- Your task: For the entries below, how many lines contain the word "Tuháčkova"? Reply with the number and nothing else.

- Given data:
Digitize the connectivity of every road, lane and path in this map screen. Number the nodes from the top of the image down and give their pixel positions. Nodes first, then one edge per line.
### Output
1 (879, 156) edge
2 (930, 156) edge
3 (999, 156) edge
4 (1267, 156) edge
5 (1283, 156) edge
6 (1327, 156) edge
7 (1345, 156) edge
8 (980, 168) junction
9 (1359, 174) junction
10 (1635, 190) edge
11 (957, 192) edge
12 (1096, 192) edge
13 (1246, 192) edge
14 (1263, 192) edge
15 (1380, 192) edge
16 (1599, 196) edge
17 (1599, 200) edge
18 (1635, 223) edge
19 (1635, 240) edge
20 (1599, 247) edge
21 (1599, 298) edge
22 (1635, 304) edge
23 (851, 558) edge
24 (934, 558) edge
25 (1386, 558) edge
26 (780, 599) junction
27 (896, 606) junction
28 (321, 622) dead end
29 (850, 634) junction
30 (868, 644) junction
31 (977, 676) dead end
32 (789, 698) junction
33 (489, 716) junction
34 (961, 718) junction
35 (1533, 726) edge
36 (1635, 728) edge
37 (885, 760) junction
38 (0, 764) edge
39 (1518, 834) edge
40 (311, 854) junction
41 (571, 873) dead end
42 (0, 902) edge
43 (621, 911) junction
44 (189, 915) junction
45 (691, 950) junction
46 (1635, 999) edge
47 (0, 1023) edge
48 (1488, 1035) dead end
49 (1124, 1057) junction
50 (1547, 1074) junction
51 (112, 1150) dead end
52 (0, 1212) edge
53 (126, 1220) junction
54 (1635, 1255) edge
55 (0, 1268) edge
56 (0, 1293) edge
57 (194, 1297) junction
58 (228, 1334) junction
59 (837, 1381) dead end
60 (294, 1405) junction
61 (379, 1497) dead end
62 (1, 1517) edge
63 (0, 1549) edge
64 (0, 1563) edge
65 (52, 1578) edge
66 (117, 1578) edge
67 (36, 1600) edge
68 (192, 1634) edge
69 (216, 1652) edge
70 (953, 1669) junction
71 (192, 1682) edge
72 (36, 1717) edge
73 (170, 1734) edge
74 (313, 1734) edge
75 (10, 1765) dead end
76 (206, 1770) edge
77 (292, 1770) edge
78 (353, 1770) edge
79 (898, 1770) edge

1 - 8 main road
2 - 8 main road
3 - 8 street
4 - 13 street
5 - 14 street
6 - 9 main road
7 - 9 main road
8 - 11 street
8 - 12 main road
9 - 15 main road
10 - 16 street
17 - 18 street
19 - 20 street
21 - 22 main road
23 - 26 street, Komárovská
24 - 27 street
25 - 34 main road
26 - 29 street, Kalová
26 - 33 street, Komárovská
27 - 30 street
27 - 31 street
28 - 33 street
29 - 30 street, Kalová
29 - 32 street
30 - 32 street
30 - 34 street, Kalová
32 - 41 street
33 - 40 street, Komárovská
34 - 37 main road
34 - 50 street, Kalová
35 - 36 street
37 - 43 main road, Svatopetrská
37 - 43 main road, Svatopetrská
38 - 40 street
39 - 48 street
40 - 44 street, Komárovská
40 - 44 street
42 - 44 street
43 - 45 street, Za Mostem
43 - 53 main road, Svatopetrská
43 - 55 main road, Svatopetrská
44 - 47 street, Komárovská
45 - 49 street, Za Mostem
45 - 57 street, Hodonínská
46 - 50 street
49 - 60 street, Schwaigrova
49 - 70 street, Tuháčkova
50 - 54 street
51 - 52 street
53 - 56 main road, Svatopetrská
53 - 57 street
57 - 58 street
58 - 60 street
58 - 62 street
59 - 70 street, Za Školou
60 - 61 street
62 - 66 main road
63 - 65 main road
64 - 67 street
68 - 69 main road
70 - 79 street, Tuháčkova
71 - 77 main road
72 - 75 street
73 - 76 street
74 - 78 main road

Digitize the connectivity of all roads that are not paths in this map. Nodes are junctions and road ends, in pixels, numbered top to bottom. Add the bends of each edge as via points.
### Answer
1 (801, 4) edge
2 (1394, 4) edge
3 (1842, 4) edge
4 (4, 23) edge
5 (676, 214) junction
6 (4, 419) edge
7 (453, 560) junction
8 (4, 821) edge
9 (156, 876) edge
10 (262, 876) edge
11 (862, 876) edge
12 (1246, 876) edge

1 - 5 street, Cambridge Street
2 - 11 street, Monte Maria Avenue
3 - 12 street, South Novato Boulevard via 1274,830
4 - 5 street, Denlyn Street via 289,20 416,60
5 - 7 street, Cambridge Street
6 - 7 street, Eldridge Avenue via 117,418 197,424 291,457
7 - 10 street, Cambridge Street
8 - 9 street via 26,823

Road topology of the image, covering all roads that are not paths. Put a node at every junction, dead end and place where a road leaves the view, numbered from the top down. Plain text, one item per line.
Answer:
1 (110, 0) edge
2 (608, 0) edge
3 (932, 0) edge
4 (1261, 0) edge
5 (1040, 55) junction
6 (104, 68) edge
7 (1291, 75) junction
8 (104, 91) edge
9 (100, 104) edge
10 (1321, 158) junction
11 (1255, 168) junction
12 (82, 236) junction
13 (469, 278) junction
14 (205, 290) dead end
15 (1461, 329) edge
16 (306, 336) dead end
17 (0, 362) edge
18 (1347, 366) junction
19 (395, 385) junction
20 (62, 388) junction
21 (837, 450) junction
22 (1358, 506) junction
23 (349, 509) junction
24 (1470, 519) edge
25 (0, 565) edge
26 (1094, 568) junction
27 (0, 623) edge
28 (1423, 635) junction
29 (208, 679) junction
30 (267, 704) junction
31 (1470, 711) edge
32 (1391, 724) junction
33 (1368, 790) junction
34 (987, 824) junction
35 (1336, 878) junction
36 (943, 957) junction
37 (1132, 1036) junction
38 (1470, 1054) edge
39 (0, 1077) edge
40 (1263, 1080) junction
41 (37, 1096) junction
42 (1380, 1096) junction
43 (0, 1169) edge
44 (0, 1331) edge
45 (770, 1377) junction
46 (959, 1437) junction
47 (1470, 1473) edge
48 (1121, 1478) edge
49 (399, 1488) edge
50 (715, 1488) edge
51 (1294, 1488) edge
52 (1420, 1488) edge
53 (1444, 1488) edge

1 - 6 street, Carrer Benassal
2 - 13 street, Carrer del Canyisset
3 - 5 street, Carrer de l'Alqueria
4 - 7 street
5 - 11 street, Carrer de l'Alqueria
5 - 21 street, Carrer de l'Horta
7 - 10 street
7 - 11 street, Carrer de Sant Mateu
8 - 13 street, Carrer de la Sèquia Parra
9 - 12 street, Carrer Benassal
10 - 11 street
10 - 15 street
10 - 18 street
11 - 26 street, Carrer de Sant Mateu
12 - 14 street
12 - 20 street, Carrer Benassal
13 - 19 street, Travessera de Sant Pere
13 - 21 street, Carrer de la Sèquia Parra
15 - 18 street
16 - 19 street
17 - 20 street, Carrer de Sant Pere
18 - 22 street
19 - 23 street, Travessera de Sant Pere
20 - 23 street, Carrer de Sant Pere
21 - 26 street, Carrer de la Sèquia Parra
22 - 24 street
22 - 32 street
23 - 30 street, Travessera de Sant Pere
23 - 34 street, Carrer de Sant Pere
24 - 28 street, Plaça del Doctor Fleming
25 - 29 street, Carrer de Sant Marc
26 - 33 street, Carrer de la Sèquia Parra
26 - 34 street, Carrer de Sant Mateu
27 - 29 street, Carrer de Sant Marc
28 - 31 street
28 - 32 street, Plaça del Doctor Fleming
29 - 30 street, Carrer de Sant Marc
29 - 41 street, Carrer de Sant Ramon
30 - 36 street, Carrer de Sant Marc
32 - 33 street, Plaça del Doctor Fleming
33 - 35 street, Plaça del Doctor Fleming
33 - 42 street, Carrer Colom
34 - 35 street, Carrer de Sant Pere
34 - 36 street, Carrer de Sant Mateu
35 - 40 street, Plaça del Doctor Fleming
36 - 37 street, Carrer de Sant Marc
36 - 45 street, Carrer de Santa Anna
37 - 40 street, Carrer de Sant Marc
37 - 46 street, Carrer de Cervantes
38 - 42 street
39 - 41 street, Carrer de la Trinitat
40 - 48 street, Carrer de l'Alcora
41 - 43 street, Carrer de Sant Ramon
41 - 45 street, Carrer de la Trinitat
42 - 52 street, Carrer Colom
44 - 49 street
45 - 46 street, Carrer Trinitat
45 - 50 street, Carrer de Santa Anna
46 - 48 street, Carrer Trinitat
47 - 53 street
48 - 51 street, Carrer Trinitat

- Written solution: 2